YOUR ASSIGNMENT
When a line contains the string "const", it counts once; give the total of such lines in the entries below and nothing else.

INFORMATION SUPPLIED
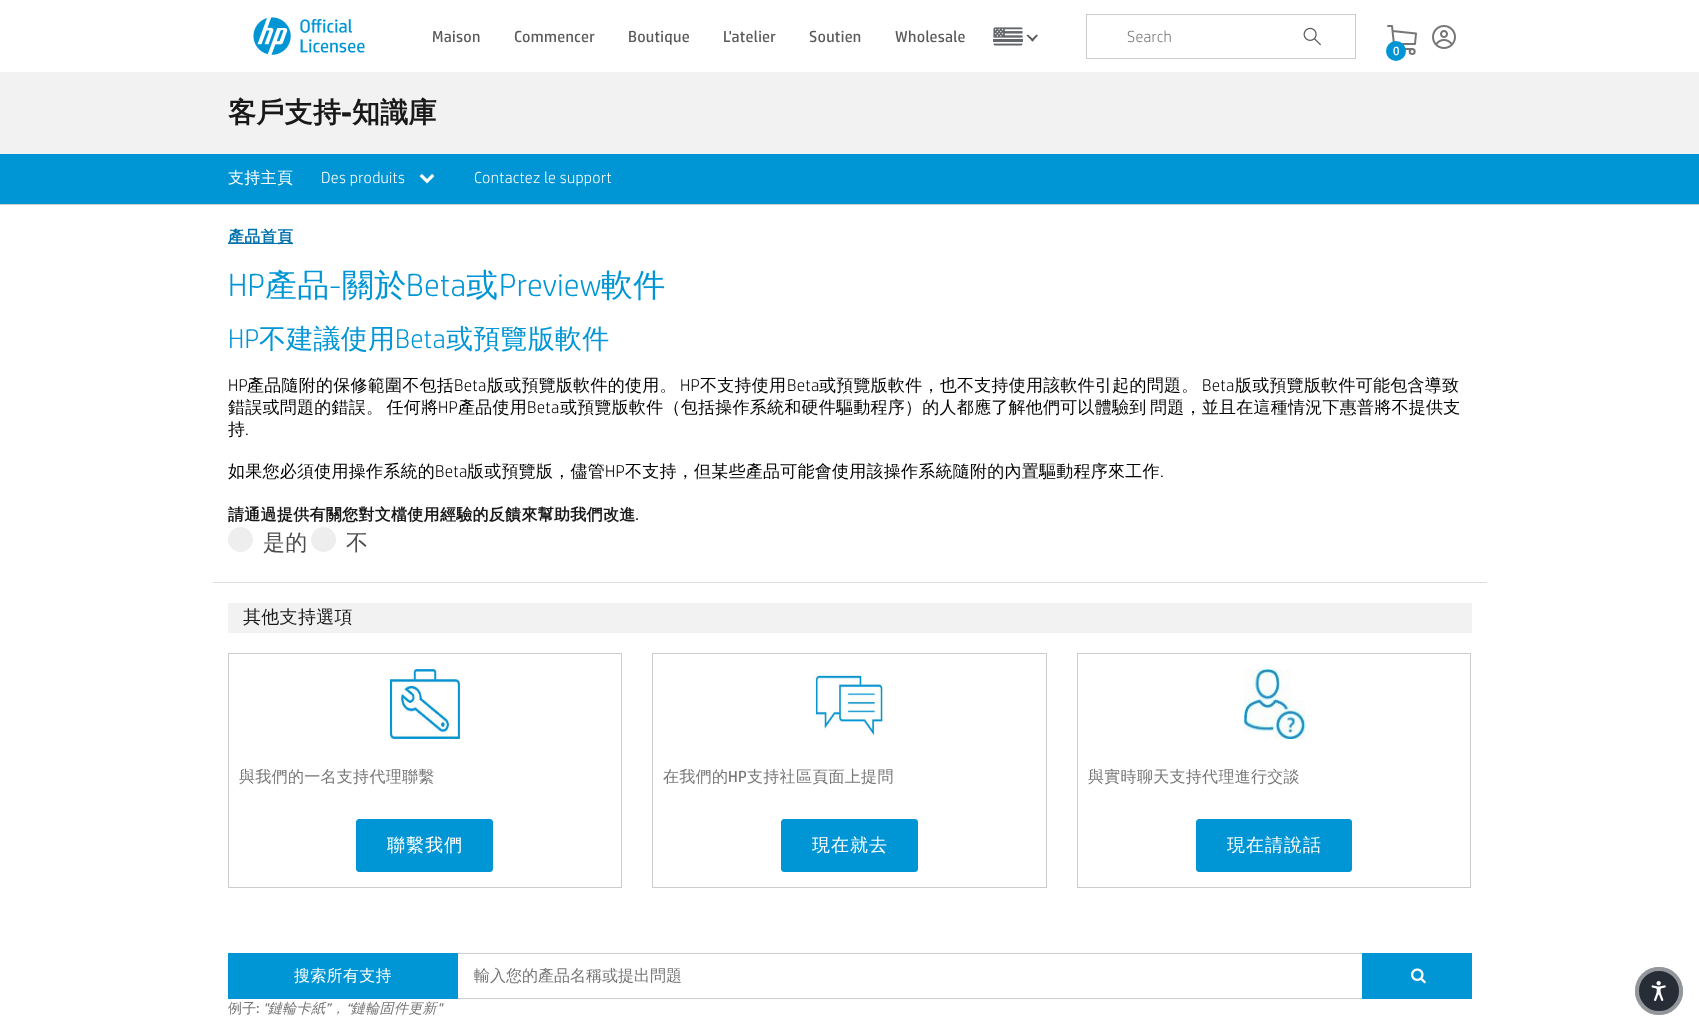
<!DOCTYPE html>
<meta charset="utf-8">
<style>body { margin: 0 } canvas { display: block }</style>
<canvas id="canvas" width="1699" height="1031"></canvas>
<script type="module">
  const canvas = document.getElementById("canvas");
  const ctx = canvas.getContext("2d");
  ctx.miterLimit = 4;
  ctx.fontKerning = "normal";
  async function loadImage(src) {
    const img = new Image();
    img.src = src;
    await img.decode();
    return img;
  }

  ctx.fillStyle = "#f2f2f2";
  ctx.fillRect(0, 0, 1699, 1031);
  ctx.fillStyle = "#ffffff";
  ctx.fillRect(0, 0, 1699, 72);
  ctx.drawImage(await loadImage("img1.png"), 253, 17, 112, 38);
  ctx.letterSpacing = "0.3px";
  ctx.font = "16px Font";
  ctx.fillStyle = "#5a5a5a";
  ctx.fillText("Maison", 432, 42);
  ctx.fillText("Commencer", 514, 42);
  ctx.fillText("Boutique", 628, 42);
  ctx.fillText("L'atelier", 723, 42);
  ctx.fillText("Soutien", 809, 42);
  ctx.fillText("Wholesale", 895, 42);
  ctx.drawImage(await loadImage("img2.png"), 993, 27, 30, 19);
  ctx.beginPath();
  ctx.moveTo(1036.5, 34.5);
  ctx.lineTo(1038, 35.5);
  ctx.lineTo(1032.5, 41.5);
  ctx.lineTo(1031, 40);
  ctx.closePath();
  ctx.fill();
  ctx.beginPath();
  ctx.moveTo(1028, 34.5);
  ctx.lineTo(1034, 40);
  ctx.lineTo(1032.5, 41.5);
  ctx.lineTo(1026.5, 35.5);
  ctx.closePath();
  ctx.fill();
  ctx.strokeStyle = "#cccccc";
  ctx.strokeRect(1086.5, 14.5, 269, 44);
  ctx.font = "300 16px 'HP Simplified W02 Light'";
  ctx.fillStyle = "#767676";
  ctx.fillText("Search", 1127, 42);
  ctx.drawImage(await loadImage("img3.png"), 1303, 27, 18, 19);
  ctx.drawImage(await loadImage("img4.png"), 1432, 25, 24, 24);
  ctx.beginPath();
  ctx.arc(1412.2, 51.5, 2.5, 0, Math.PI * 2);
  ctx.strokeStyle = "#767676";
  ctx.lineWidth = 2;
  ctx.stroke();
  ctx.beginPath();
  ctx.moveTo(1412, 49);
  ctx.lineTo(1394.5, 49);
  ctx.lineTo(1392, 26);
  ctx.lineTo(1388, 26);
  ctx.moveTo(1392.5, 31);
  ctx.lineTo(1416, 33.5);
  ctx.lineTo(1415, 44);
  ctx.lineTo(1394, 44);
  ctx.lineCap = "round";
  ctx.lineJoin = "round";
  ctx.stroke();
  ctx.fillStyle = "#0096d6";
  ctx.beginPath();
  ctx.arc(1396, 51, 10, 0, Math.PI * 2);
  ctx.fill();
  ctx.font = "12px Font";
  ctx.fillStyle = "#ffffff";
  ctx.fillText("0", 1393, 55);
  ctx.font = "bold 28px WenQuanYi Zen Hei";
  ctx.fillStyle = "#191919";
  ctx.fillText("客戶支持", 228, 122);
  ctx.font = "bold 28px 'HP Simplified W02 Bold'";
  ctx.fillText("-", 341, 122);
  ctx.font = "bold 28px WenQuanYi Zen Hei";
  ctx.fillText("知識庫", 352, 122);
  ctx.fillStyle = "#0096d6";
  ctx.fillRect(0, 154, 1699, 50);
  ctx.fillStyle = "#cccccc";
  ctx.fillRect(0, 204, 1699, 1);
  ctx.font = "500 16px WenQuanYi Zen Hei";
  ctx.fillStyle = "#ffffff";
  ctx.fillText("支持主頁", 228, 183);
  ctx.font = "300 16px 'HP Simplified W02 Light'";
  ctx.fillText("Des produits", 321, 183);
  ctx.drawImage(await loadImage("img5.png"), 419, 174, 16, 10);
  ctx.fillText("Contactez le support", 474, 183);
  ctx.fillRect(0, 205, 1699, 826);
  ctx.fillStyle = "#0171ad";
  ctx.fillRect(228, 243, 65, 1);
  ctx.font = "bold 16px WenQuanYi Zen Hei";
  ctx.fillText("產品首頁", 228, 242);
  ctx.letterSpacing = "0.25px";
  ctx.font = "300 32px 'HP Simplified W02 Light'";
  ctx.fillStyle = "#0096d6";
  ctx.fillText("HP", 228, 296);
  ctx.font = "500 32px WenQuanYi Zen Hei";
  ctx.fillText("產品", 265, 296);
  ctx.font = "300 32px 'HP Simplified W02 Light'";
  ctx.fillText("-", 329, 296);
  ctx.font = "500 32px WenQuanYi Zen Hei";
  ctx.fillText("關於", 342, 296);
  ctx.font = "300 32px 'HP Simplified W02 Light'";
  ctx.fillText("Beta", 406, 296);
  ctx.font = "500 32px WenQuanYi Zen Hei";
  ctx.fillText("或", 466, 296);
  ctx.font = "300 32px 'HP Simplified W02 Light'";
  ctx.fillText("Preview", 499, 296);
  ctx.font = "500 32px WenQuanYi Zen Hei";
  ctx.fillText("軟件", 601, 296);
  ctx.font = "300 27px 'HP Simplified W02 Light'";
  ctx.fillText("HP", 228, 348);
  ctx.font = "500 27px WenQuanYi Zen Hei";
  ctx.fillText("不建議使用", 259, 348);
  ctx.font = "300 27px 'HP Simplified W02 Light'";
  ctx.fillText("Beta", 395, 348);
  ctx.font = "500 27px WenQuanYi Zen Hei";
  ctx.fillText("或預覽版軟件", 446, 348);
  ctx.font = "300 17px 'HP Simplified W02 Light'";
  ctx.fillStyle = "#000000";
  ctx.fillText("HP", 228, 391);
  ctx.font = "500 17px WenQuanYi Zen Hei";
  ctx.fillText("產品隨附的保修範圍不包括", 247, 391);
  ctx.font = "300 17px 'HP Simplified W02 Light'";
  ctx.fillText("Beta", 454, 391);
  ctx.font = "500 17px WenQuanYi Zen Hei";
  ctx.fillText("版或預覽版軟件的使用。", 487, 391);
  ctx.font = "300 17px 'HP Simplified W02 Light'";
  ctx.fillText("HP", 680, 391);
  ctx.font = "500 17px WenQuanYi Zen Hei";
  ctx.fillText("不支持使用", 700, 391);
  ctx.font = "300 17px 'HP Simplified W02 Light'";
  ctx.fillText("Beta", 787, 391);
  ctx.font = "500 17px WenQuanYi Zen Hei";
  ctx.fillText("或預覽版軟件，也不支持使用該軟件引起的問題。", 819, 391);
  ctx.font = "300 17px 'HP Simplified W02 Light'";
  ctx.fillText("Beta", 1202, 391);
  ctx.font = "500 17px WenQuanYi Zen Hei";
  ctx.fillText("版或預覽版軟件可能包含導致", 1235, 391);
  ctx.wordSpacing = "-2px";
  ctx.fillText("錯誤或問題的錯誤。 任何將", 228, 413);
  ctx.wordSpacing = "0px";
  ctx.font = "300 17px 'HP Simplified W02 Light'";
  ctx.fillText("HP", 438, 413);
  ctx.font = "500 17px WenQuanYi Zen Hei";
  ctx.fillText("產品使用", 458, 413);
  ctx.font = "300 17px 'HP Simplified W02 Light'";
  ctx.fillText("Beta", 527, 413);
  ctx.font = "500 17px WenQuanYi Zen Hei";
  ctx.fillText("或預覽版軟件（包括操作系統和硬件驅動程序）的人都應了解他們可以體驗到", 560, 413);
  ctx.fillText("問題，並且在這種情況下惠普將不提供支", 1150, 413);
  ctx.fillText("持", 228, 435);
  ctx.font = "300 17px 'HP Simplified W02 Light'";
  ctx.fillText(".", 245, 435);
  ctx.font = "500 17px WenQuanYi Zen Hei";
  ctx.fillText("如果您必須使用操作系統的", 228, 477);
  ctx.font = "300 17px 'HP Simplified W02 Light'";
  ctx.fillText("Beta", 435, 477);
  ctx.font = "500 17px WenQuanYi Zen Hei";
  ctx.fillText("版或預覽版，儘管", 467, 477);
  ctx.font = "300 17px 'HP Simplified W02 Light'";
  ctx.fillText("HP", 605, 477);
  ctx.font = "500 17px WenQuanYi Zen Hei";
  ctx.fillText("不支持，但某些產品可能會使用該操作系統隨附的內置驅動程序來工作", 625, 477);
  ctx.font = "300 17px 'HP Simplified W02 Light'";
  ctx.fillText(".", 1160, 477);
  ctx.letterSpacing = "0.3px";
  ctx.font = "bold 16px WenQuanYi Zen Hei";
  ctx.fillStyle = "#191919";
  ctx.fillText("請通過提供有關您對文檔使用經驗的反饋來幫助我們改進", 228, 520);
  ctx.font = "bold 16px 'HP Simplified W02 Light'";
  ctx.fillText(".", 635, 520);
  ctx.fillStyle = "#eeeeee";
  ctx.beginPath();
  ctx.arc(240.5, 539.5, 12.5, 0, Math.PI * 2);
  ctx.fill();
  ctx.font = "500 22px WenQuanYi Zen Hei";
  ctx.fillStyle = "#4d4d4d";
  ctx.fillText("是的", 263, 550);
  ctx.fillStyle = "#eeeeee";
  ctx.beginPath();
  ctx.arc(323.5, 539.5, 12.5, 0, Math.PI * 2);
  ctx.fill();
  ctx.fillStyle = "#4d4d4d";
  ctx.fillText("不", 346, 550);
  ctx.fillStyle = "#dddddd";
  ctx.fillRect(213, 582, 1274, 1);
  ctx.fillStyle = "#f2f2f2";
  ctx.fillRect(228, 603, 1244, 30);
  ctx.font = "500 18px WenQuanYi Zen Hei";
  ctx.fillStyle = "#191919";
  ctx.fillText("其他支持選項", 243, 623);
  ctx.strokeStyle = "#cccccc";
  ctx.lineWidth = 1;
  ctx.lineJoin = "miter";
  ctx.strokeRect(228.5, 653.5, 393, 234);
  ctx.drawImage(await loadImage("img6.png"), 390, 669, 70, 70);
  ctx.font = "500 16px WenQuanYi Zen Hei";
  ctx.fillStyle = "#767676";
  ctx.fillText("與我們的一名支持代理聯繫", 239, 782);
  ctx.fillStyle = "#0096d6";
  ctx.beginPath();
  ctx.roundRect(356.5, 819.5, 136, 52, 2.5);
  ctx.fill();
  ctx.strokeStyle = "#0096d6";
  ctx.stroke();
  ctx.letterSpacing = "1px";
  ctx.font = "500 18px WenQuanYi Zen Hei";
  ctx.fillStyle = "#ffffff";
  ctx.fillText("聯繫我們", 387, 851);
  ctx.strokeStyle = "#cccccc";
  ctx.strokeRect(652.5, 653.5, 394, 234);
  ctx.drawImage(await loadImage("img7.png"), 814, 675, 70, 62);
  ctx.letterSpacing = "0.3px";
  ctx.font = "500 16px WenQuanYi Zen Hei";
  ctx.fillStyle = "#767676";
  ctx.fillText("在我們的", 663, 782);
  ctx.font = "16px 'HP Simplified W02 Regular'";
  ctx.fillText("HP", 728, 782);
  ctx.font = "500 16px WenQuanYi Zen Hei";
  ctx.fillText("支持社區頁面上提問", 747, 782);
  ctx.fillStyle = "#0096d6";
  ctx.beginPath();
  ctx.roundRect(781.5, 819.5, 136, 52, 2.5);
  ctx.fill();
  ctx.strokeStyle = "#0096d6";
  ctx.stroke();
  ctx.letterSpacing = "1px";
  ctx.font = "500 18px WenQuanYi Zen Hei";
  ctx.fillStyle = "#ffffff";
  ctx.fillText("現在就去", 812, 851);
  ctx.strokeStyle = "#cccccc";
  ctx.strokeRect(1077.5, 653.5, 393, 234);
  ctx.drawImage(await loadImage("img8.png"), 1244, 669, 61, 70);
  ctx.letterSpacing = "0.3px";
  ctx.font = "500 16px WenQuanYi Zen Hei";
  ctx.fillStyle = "#767676";
  ctx.fillText("與實時聊天支持代理進行交談", 1088, 782);
  ctx.fillStyle = "#0096d6";
  ctx.beginPath();
  ctx.roundRect(1196.5, 819.5, 155, 52, 2.5);
  ctx.fill();
  ctx.strokeStyle = "#0096d6";
  ctx.stroke();
  ctx.letterSpacing = "1px";
  ctx.font = "500 18px WenQuanYi Zen Hei";
  ctx.fillStyle = "#ffffff";
  ctx.fillText("現在請說話", 1227, 851);
  ctx.strokeStyle = "#cccccc";
  ctx.strokeRect(228.5, 953.5, 1243, 45);
  ctx.fillStyle = "#0096d6";
  ctx.fillRect(228, 953, 230, 46);
  ctx.letterSpacing = "0.3px";
  ctx.font = "500 16px WenQuanYi Zen Hei";
  ctx.fillStyle = "#ffffff";
  ctx.fillText("搜索所有支持", 294, 981);
  ctx.save();
  ctx.beginPath();
  ctx.rect(474, 966, 903, 21);
  ctx.clip();
  ctx.letterSpacing = "0px";
  ctx.fillStyle = "#767676";
  ctx.fillText("輸入您的產品名稱或提出問題", 474, 981);
  ctx.restore();
  ctx.fillStyle = "#0096d6";
  ctx.fillRect(1362, 953, 110, 46);
  ctx.drawImage(await loadImage("img9.png"), 1411, 968, 15, 16);
  ctx.font = "500 14px WenQuanYi Zen Hei";
  ctx.fillStyle = "#767676";
  ctx.fillText("例子", 228, 1013);
  ctx.font = "14px 'HP Simplified W02 Regular'";
  ctx.fillText(":", 256, 1013);
  ctx.font = "italic 14px 'HP Simplified W02 Regular'";
  ctx.fillText("\"", 263, 1013);
  ctx.font = "italic 500 14px WenQuanYi Zen Hei";
  ctx.fillText("鏈輪卡紙", 268, 1013);
  ctx.font = "italic 14px 'HP Simplified W02 Regular'";
  ctx.fillText("”", 325, 1013);
  ctx.font = "italic 500 14px WenQuanYi Zen Hei";
  ctx.fillText("，", 331, 1013);
  ctx.font = "italic 14px 'HP Simplified W02 Regular'";
  ctx.fillText("“", 346, 1013);
  ctx.font = "italic 500 14px WenQuanYi Zen Hei";
  ctx.fillText("鏈輪固件更新", 351, 1013);
  ctx.font = "italic 14px 'HP Simplified W02 Regular'";
  ctx.fillText("\"", 437, 1013);
  ctx.fillStyle = "#272d36";
  ctx.beginPath();
  ctx.arc(1659, 991, 24, 0, Math.PI * 2);
  ctx.fill();
  ctx.beginPath();
  ctx.arc(1659, 991, 22, 0, Math.PI * 2);
  ctx.strokeStyle = "rgba(255, 255, 255, 0.5)";
  ctx.lineWidth = 4;
  ctx.stroke();
  ctx.drawImage(await loadImage("img10.png"), 1651, 981, 15, 20);
</script>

OUTPUT BELOW
3